OOIDA has long been a supporter of the St. Christopher Trucker Development and Relief Fund, a 501(c)(3), nonprofit organization that provides financial assistance to professional truck drivers who have medical problems and who are in need of financial assistance.
The SCF receives 30-45 applications for assistance each month. The fund has already given more than $204,000 in assistance this year to get drivers through a rough patch and back on the road. An additional $10,200 has been approved to pay as soon as the bills come in.
SCF says applicants have a wide range of medical issues, everything from broken ankles to terminal cancer. The average age of all applicants is 50, too young to retire or to get Social Security. The majority have no health insurance or accident insurance, short-term or long-term disability, or money in savings, so when a medical event takes them off the road, it’s financially catastrophic for the driver and it’s bad news for the company he or she drives for.
Where does the funding to help these drivers come from? TravelCenters of America’s Band Together campaign provides most of the donations. Here at Land Line we like to hand out roses and razzberries, so roses to TA, the employees and all the truckers who donated during the Band Together campaign.

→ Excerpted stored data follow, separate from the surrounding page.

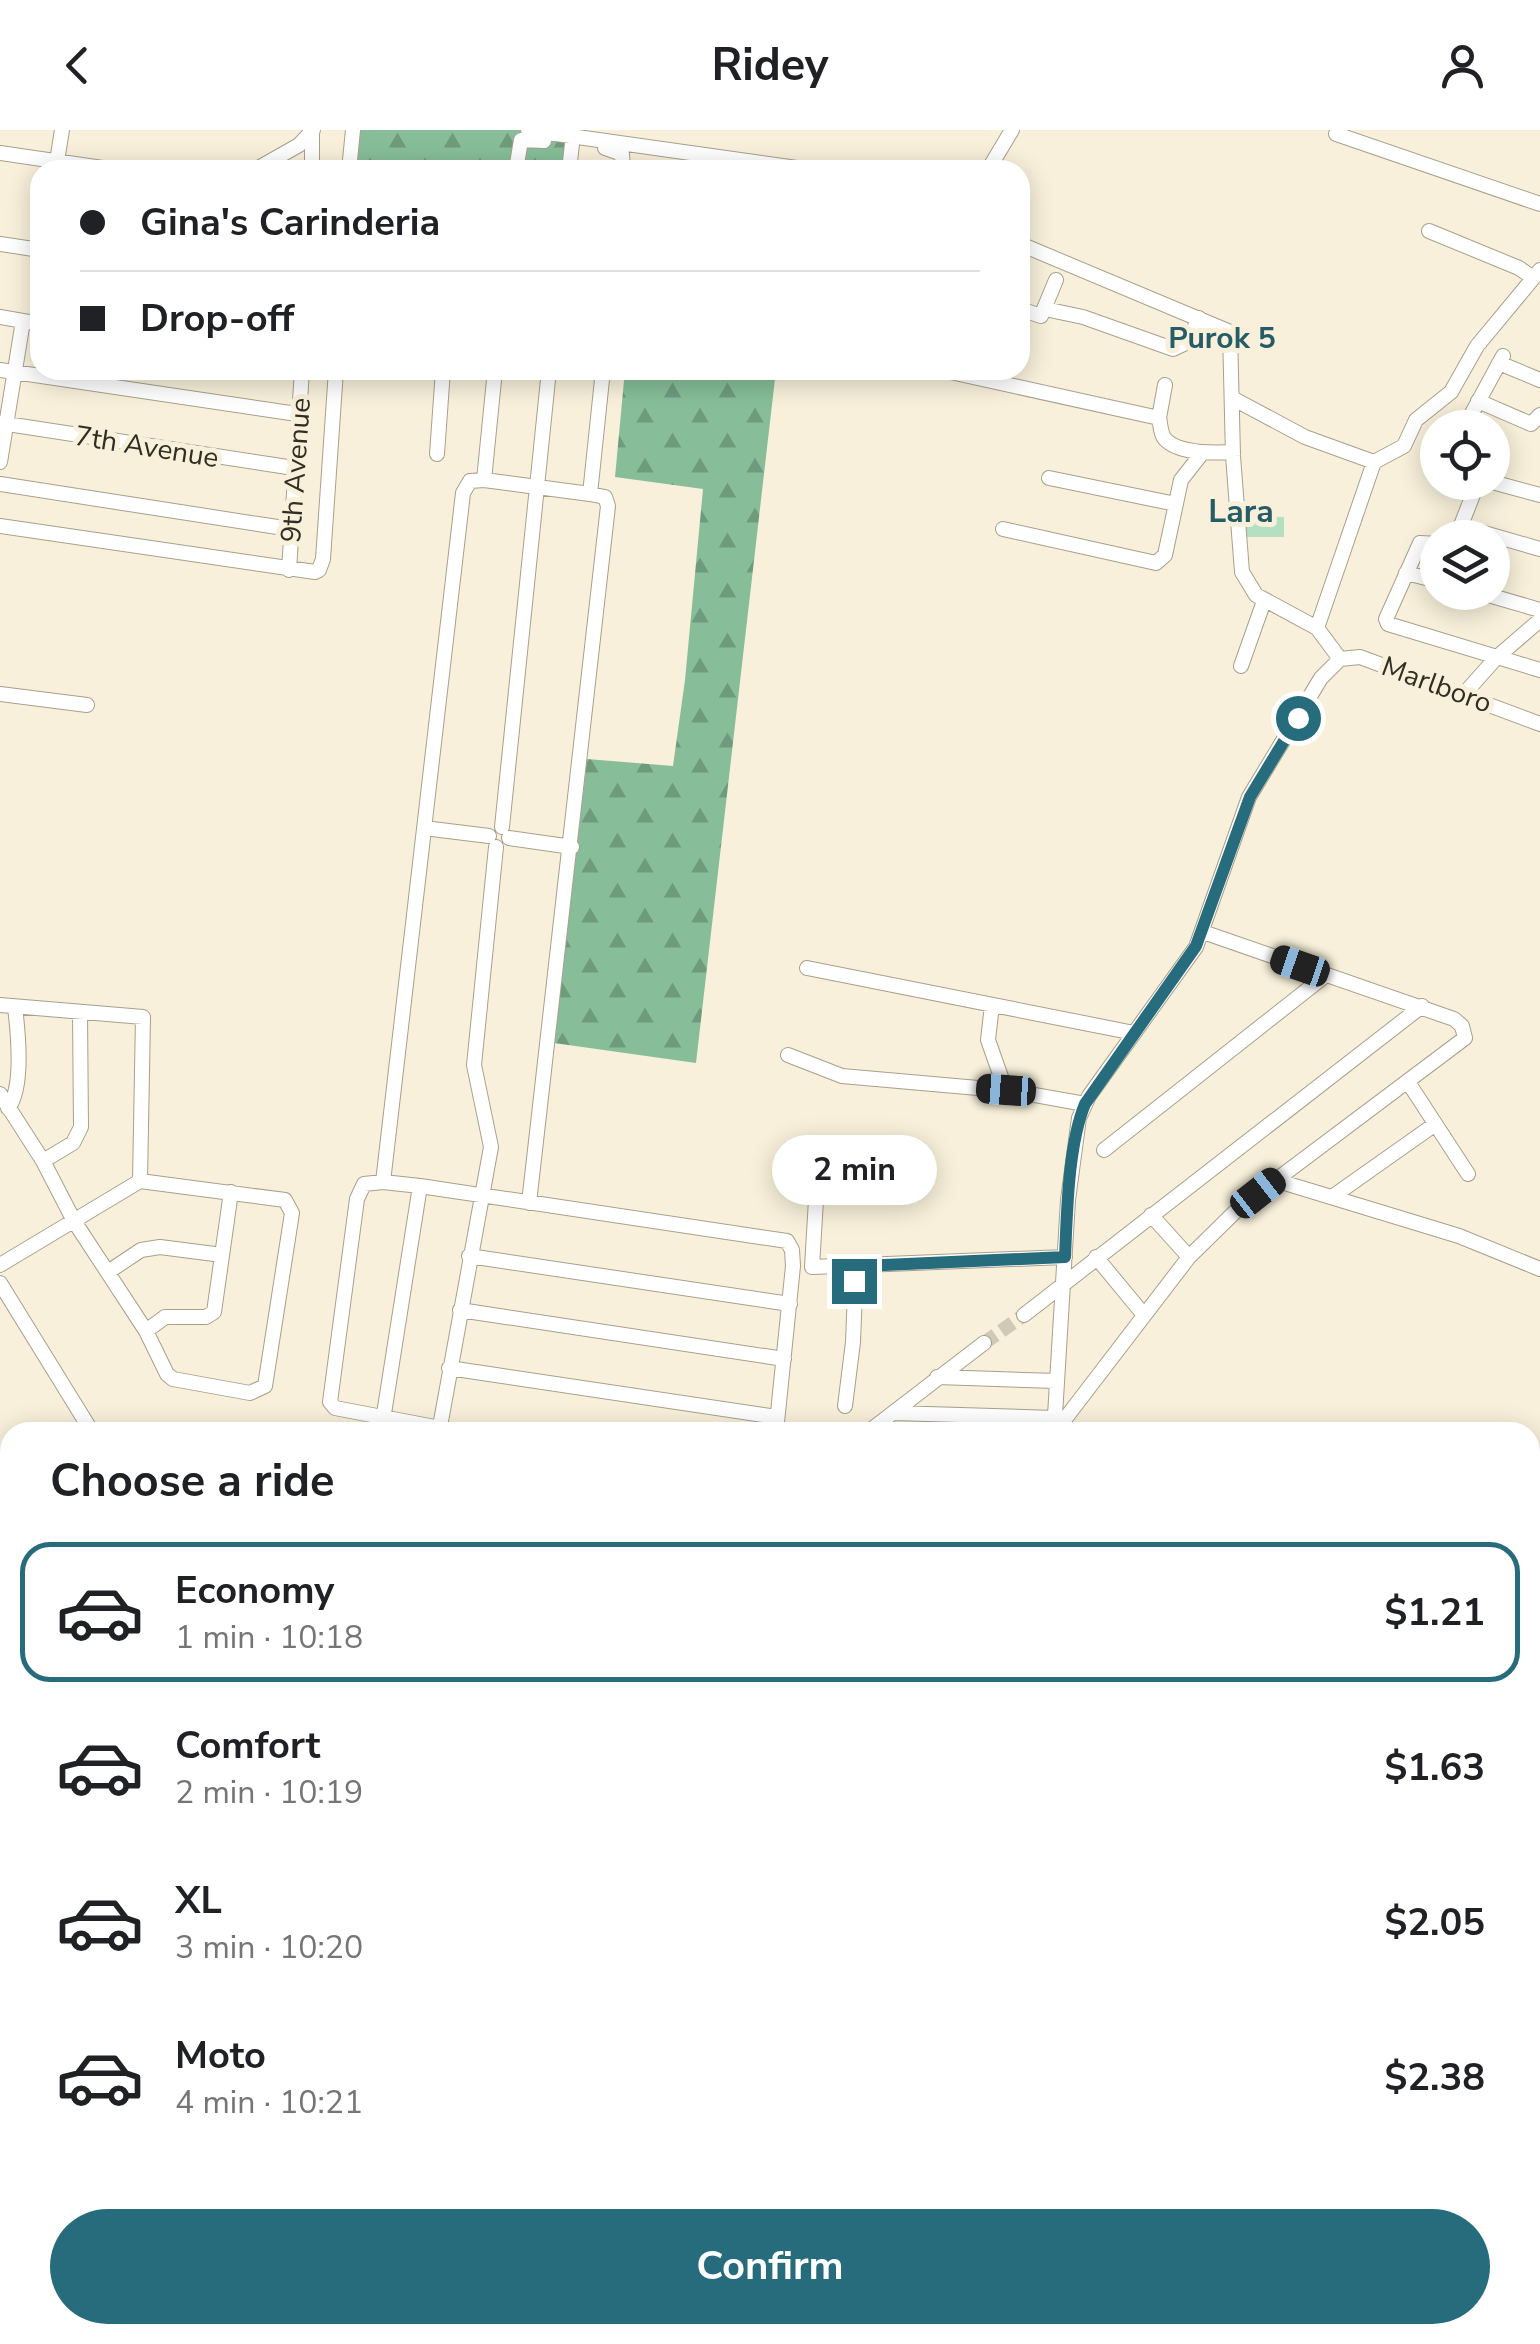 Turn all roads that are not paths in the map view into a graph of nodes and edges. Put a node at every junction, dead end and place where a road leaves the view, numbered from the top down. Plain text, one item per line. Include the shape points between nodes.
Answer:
1 (62, 130) edge
2 (312, 130) edge
3 (353, 130) edge
4 (528, 130) edge
5 (1012, 130) edge
6 (1336, 134) dead end
7 (572, 144) junction
8 (0, 153) edge
9 (58, 160) joint
10 (273, 160) edge
11 (312, 160) edge
12 (351, 160) edge
13 (518, 160) edge
14 (570, 160) edge
15 (622, 160) edge
16 (740, 160) edge
17 (994, 160) edge
18 (1540, 204) edge
19 (1429, 231) dead end
20 (0, 244) edge
21 (30, 248) edge
22 (1030, 248) edge
23 (1536, 274) edge
24 (1056, 280) dead end
25 (1045, 308) junction
26 (1030, 312) edge
27 (0, 316) edge
28 (1199, 318) junction
29 (23, 321) junction
30 (30, 322) edge
31 (8, 371) edge
32 (69, 380) edge
33 (301, 380) edge
34 (335, 380) edge
35 (443, 380) edge
36 (494, 380) edge
37 (549, 380) edge
38 (603, 380) edge
39 (987, 380) edge
40 (1540, 380) edge
41 (1165, 384) dead end
42 (1232, 398) junction
43 (298, 414) junction
44 (1540, 415) edge
45 (1159, 418) junction
46 (3, 424) edge
47 (1203, 452) junction
48 (1233, 452) junction
49 (437, 454) dead end
50 (0, 462) edge
51 (1374, 462) junction
52 (294, 468) junction
53 (1049, 478) dead end
54 (484, 480) junction
55 (0, 484) edge
56 (1510, 487) edge
57 (538, 488) junction
58 (590, 494) junction
59 (1540, 495) edge
60 (1176, 504) junction
61 (0, 526) edge
62 (290, 529) junction
63 (1003, 530) dead end
64 (1420, 543) edge
65 (1510, 543) edge
66 (1540, 549) edge
67 (289, 570) junction
68 (1406, 572) junction
69 (1420, 576) edge
70 (1264, 601) junction
71 (1510, 601) edge
72 (1540, 610) edge
73 (1540, 620) edge
74 (1317, 628) junction
75 (1496, 658) junction
76 (1340, 659) junction
77 (1241, 666) dead end
78 (1540, 670) edge
79 (1465, 693) junction
80 (0, 694) edge
81 (87, 705) dead end
82 (1540, 724) edge
83 (424, 828) junction
84 (499, 837) junction
85 (572, 847) junction
86 (1203, 932) junction
87 (807, 968) dead end
88 (1326, 975) junction
89 (992, 1005) junction
90 (7, 1006) edge
91 (1422, 1006) junction
92 (80, 1012) junction
93 (1134, 1033) junction
94 (788, 1054) dead end
95 (1408, 1082) junction
96 (1006, 1090) junction
97 (4, 1101) edge
98 (1085, 1104) junction
99 (1434, 1125) junction
100 (1104, 1150) dead end
101 (43, 1161) junction
102 (1468, 1174) dead end
103 (1275, 1180) junction
104 (140, 1181) junction
105 (382, 1182) junction
106 (817, 1183) dead end
107 (420, 1186) junction
108 (231, 1192) junction
109 (483, 1195) junction
110 (1332, 1197) junction
111 (529, 1203) junction
112 (1151, 1215) junction
113 (74, 1222) junction
114 (222, 1255) junction
115 (469, 1256) junction
116 (1065, 1257) junction
117 (1096, 1257) junction
118 (1190, 1257) junction
119 (0, 1265) edge
120 (856, 1266) junction
121 (1540, 1269) edge
122 (108, 1272) junction
123 (0, 1283) edge
124 (1064, 1286) junction
125 (790, 1304) junction
126 (460, 1310) junction
127 (1024, 1315) tunnel mouth
128 (1144, 1315) junction
129 (146, 1331) junction
130 (984, 1343) tunnel mouth
131 (784, 1359) junction
132 (449, 1368) junction
133 (937, 1377) junction
134 (1056, 1381) junction
135 (844, 1406) dead end
136 (894, 1413) junction
137 (382, 1420) junction
138 (86, 1422) edge
139 (392, 1422) edge
140 (440, 1422) edge
141 (760, 1422) edge
142 (777, 1422) edge
143 (882, 1422) edge
144 (990, 1422) edge
145 (1054, 1422) edge
146 (1059, 1422) edge

1 - 9 street
2 - 10 street
2 - 11 street
3 - 12 street
4 - 16 street
5 - 17 street
6 - 18 street
7 - 13 street via 521,140
7 - 14 street
7 - 15 street via 616,150
8 - 9 street
19 - 23 street
20 - 21 street
22 - 28 street
23 - 51 street via 1477,346 1451,392 1416,420 1400,450
24 - 25 street
25 - 26 street via 1041,316
25 - 28 street via 1174,349 1188,342
27 - 29 street
28 - 42 street via 1232,336
29 - 30 street
29 - 31 street
31 - 46 street
32 - 43 street
33 - 43 street, 9th Avenue
34 - 67 street via 322,565 315,572
35 - 49 street
36 - 54 street
37 - 57 street
38 - 58 street
39 - 45 street
40 - 44 street via 1501,360 1474,408 1531,424
41 - 45 street
42 - 48 street
42 - 51 street via 1305,437
43 - 52 street, 9th Avenue
45 - 47 street via 1168,442
46 - 50 street
46 - 52 street, 7th Avenue
47 - 48 street
47 - 60 street via 1181,480
48 - 70 street via 1240,561 1245,580
51 - 74 street
52 - 62 street, 9th Avenue
53 - 60 street
54 - 57 street
54 - 83 street via 470,481 463,493
55 - 62 street
56 - 59 street
57 - 58 street
57 - 84 street
58 - 85 street via 605,497 608,506
60 - 63 street via 1165,555 1156,563
61 - 67 street
62 - 67 street, 9th Avenue
64 - 68 street
65 - 66 street
68 - 69 street
68 - 75 street via 1388,624
70 - 74 street
70 - 77 street
71 - 72 street
73 - 75 street
74 - 76 street
75 - 78 street
75 - 79 street
76 - 79 street, Marlboro via 1370,659
76 - 86 street via 1250,797
79 - 82 street, Marlboro
80 - 81 street
83 - 84 street
83 - 105 street
84 - 85 street
84 - 109 street via 474,1065 491,1147
85 - 111 street
86 - 88 street
86 - 93 street
87 - 89 street
88 - 91 street
88 - 100 street
89 - 93 street
89 - 96 street via 988,1040
90 - 92 street
90 - 97 street via 16,1092
91 - 95 street via 1454,1019 1465,1038
91 - 112 street
92 - 101 street via 81,1127 73,1143
92 - 104 street via 143,1019
93 - 98 street
94 - 96 street via 842,1076
95 - 99 street
95 - 103 street
96 - 98 street
97 - 101 street
98 - 116 street
99 - 102 street
99 - 110 street
101 - 113 street
103 - 110 street
103 - 118 street
104 - 108 street
104 - 113 street
105 - 107 street
105 - 137 street via 364,1184 357,1199 330,1395 335,1408
106 - 120 street via 812,1267
107 - 109 street
107 - 137 street
108 - 114 street
108 - 129 street via 291,1206 265,1386 250,1393 173,1378
109 - 111 street
109 - 115 street
110 - 121 street
111 - 125 street via 788,1242
112 - 117 street
112 - 118 street
113 - 119 street
113 - 122 street
114 - 122 street via 160,1247 140,1250
114 - 129 street via 212,1316 165,1317
115 - 125 street
115 - 126 street
116 - 120 street
116 - 124 street
117 - 124 street
117 - 128 street
118 - 128 street
120 - 135 street
122 - 129 street
123 - 138 street
124 - 127 street
124 - 134 street
125 - 131 street
126 - 131 street
126 - 132 street
128 - 146 street
130 - 133 street
131 - 142 street
132 - 140 street
132 - 141 street
133 - 134 street
133 - 136 street
134 - 145 street
136 - 143 street
136 - 144 street
137 - 139 street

And roses to those carriers, brokers and key industry service providers who quietly make sizey donations from their companies. Roses, too, to drivers making donations directly to SCF. The St. Christopher Fund says drivers make up than 80 percent of the individuals who open their wallet for the St. Christopher Fund.
But looking at the list of contributors, there are some skinflints who are noticeably absent. Who is somebody who could really benefit from getting those drivers back behind the wheel and who could sure benefit from keeping them in the industry? Somebody that deserves a big fat razzberry.
Let me give you a clue who they are.
The St. Christopher Fund says they’ve helped drivers from 578 different motor carriers. Do you know how many of those trucking companies have ever contributed funds to the trucker fund? Only two.
I don’t know about you, but to me – that’s shameful.
There’s no doubt those motor carriers are among those having problems putting drivers in their trucks. It seems like the words “driver shortage” and “retention” are in every trucking headline. You would think they would be supportive of those charitable organizations that work hard to put their sidelined drivers back on the road.